J’ai failli me trahir ; le ridicule m’a sauvé.

Il ne restait plus à garnir qu’un grand et magnifique vase de porcelaine de Saxe, émaillé de grosses fleurs en relief, et dont les anses, aussi de porcelaine, figuraient des ceps de vigne d’une délicatesse incroyable ; cette ornementation rendait le vase si fragile, et ma maîtresse y tenait tant d’ailleurs (il avait appartenu à sa mère) qu’elle voulut y placer elle même un très-beau crinum en pot, fleur à corymbe pourpre de la plus agréable odeur, et dont les longues feuilles retombent gracieusement en gerbe.

Tenant le pot de fleurs entre mes deux mains, je le présentai à ma maîtresse. Le hasard voulut qu’en cherchant à le prendre, une des petites mains de Régina, si fraîches, si douces, effleura la mienne… Cette sensation fut foudroyante, mon sang reflua vers mon cœur, et, par un mouvement machinal de respect ou d’effroi, je retirai si brusquement mes deux mains, que je laissai tomber le crinum au moment où la princesse s’apprêtait à le recevoir, et le pot se brisa sur le tapis.

— Mon Dieu ! que vous êtes maladroit ! — s’écria ma maîtresse avec dépit, en voyant cette magnifique fleur cassée sur sa tige.

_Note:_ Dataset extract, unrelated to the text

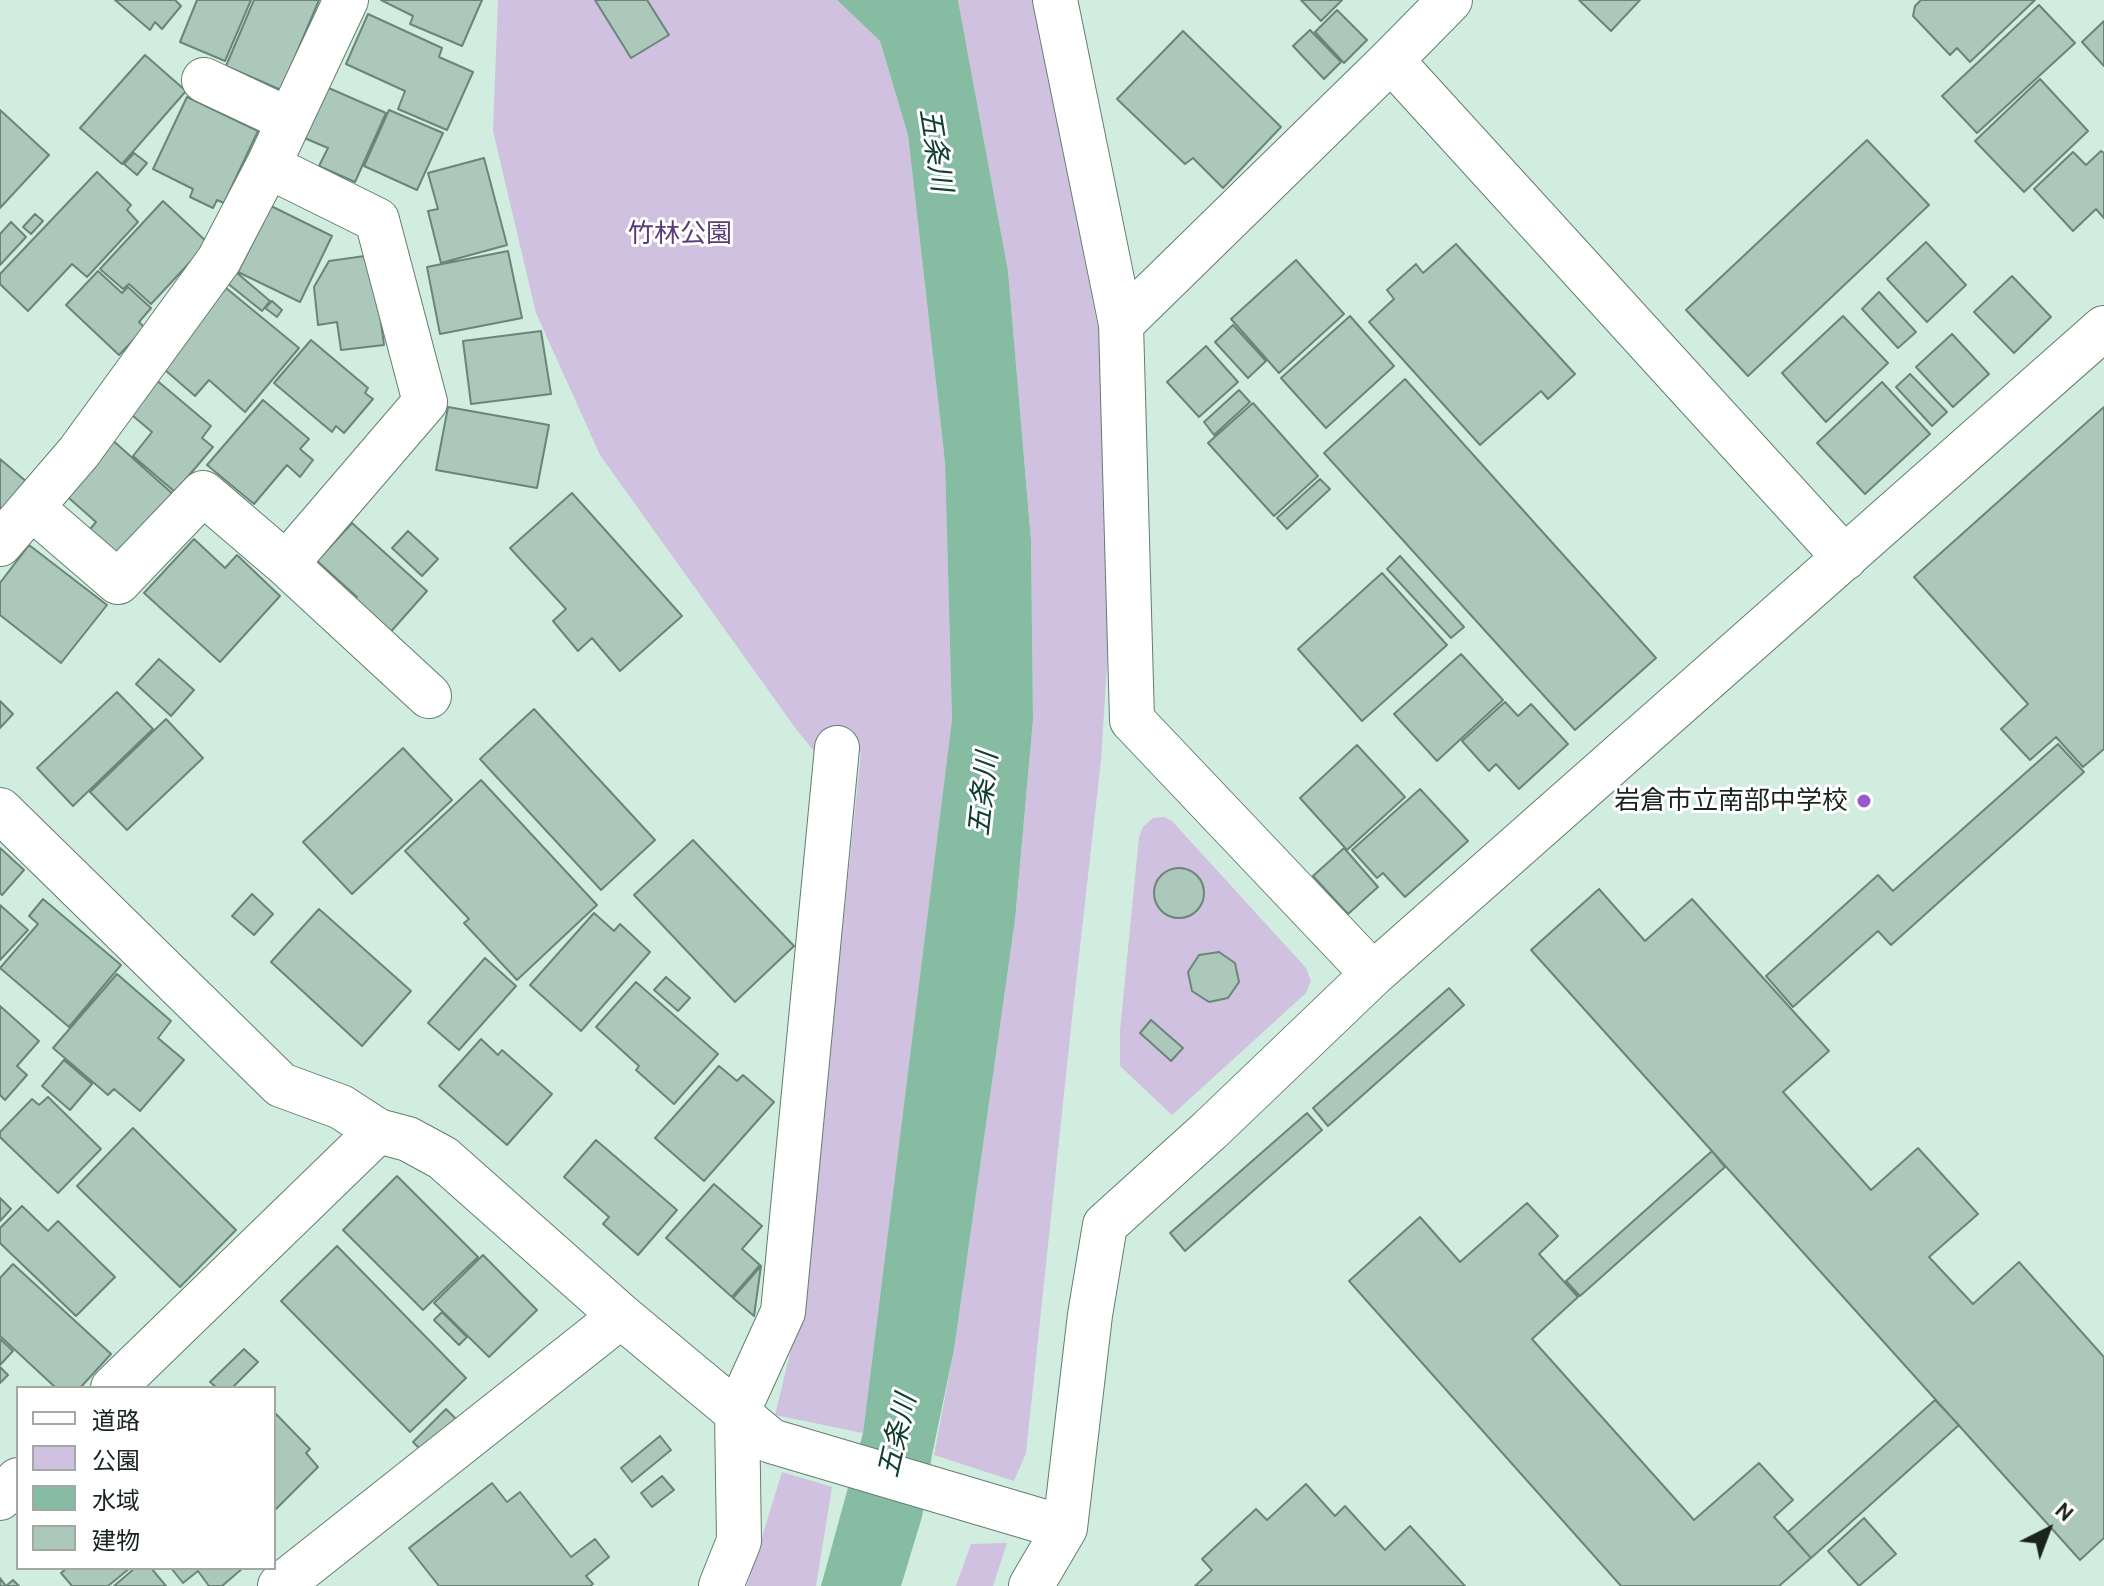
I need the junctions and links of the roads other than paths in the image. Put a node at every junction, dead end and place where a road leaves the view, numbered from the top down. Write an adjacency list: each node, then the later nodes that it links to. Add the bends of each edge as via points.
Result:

— Je demande bien pardon à Madame la princesse… je croyais que Madame tenait tout… alors j’ai…

— Alors vous avez fait une sottise… — reprit impatiemment la princesse ; — une si belle fleur… et si rare…

Et comme je restais là confus… ou plutôt mille fois satisfait de ma maladresse, qui donnait ainsi le change à Régina sur la cause de mon trouble, elle ajouta avec humeur :

— Ramassez donc ces débris, cette terre, que voilà sur le tapis.

— Si Madame la princesse veut le permettre, — ai-je dit, — je replacerai la plante dans un autre pot… en voici un assez grand.

— Il le faut bien… Quoique la fleur soit brisée, le feuillage est si beau, que cela garnira toujours ce vase.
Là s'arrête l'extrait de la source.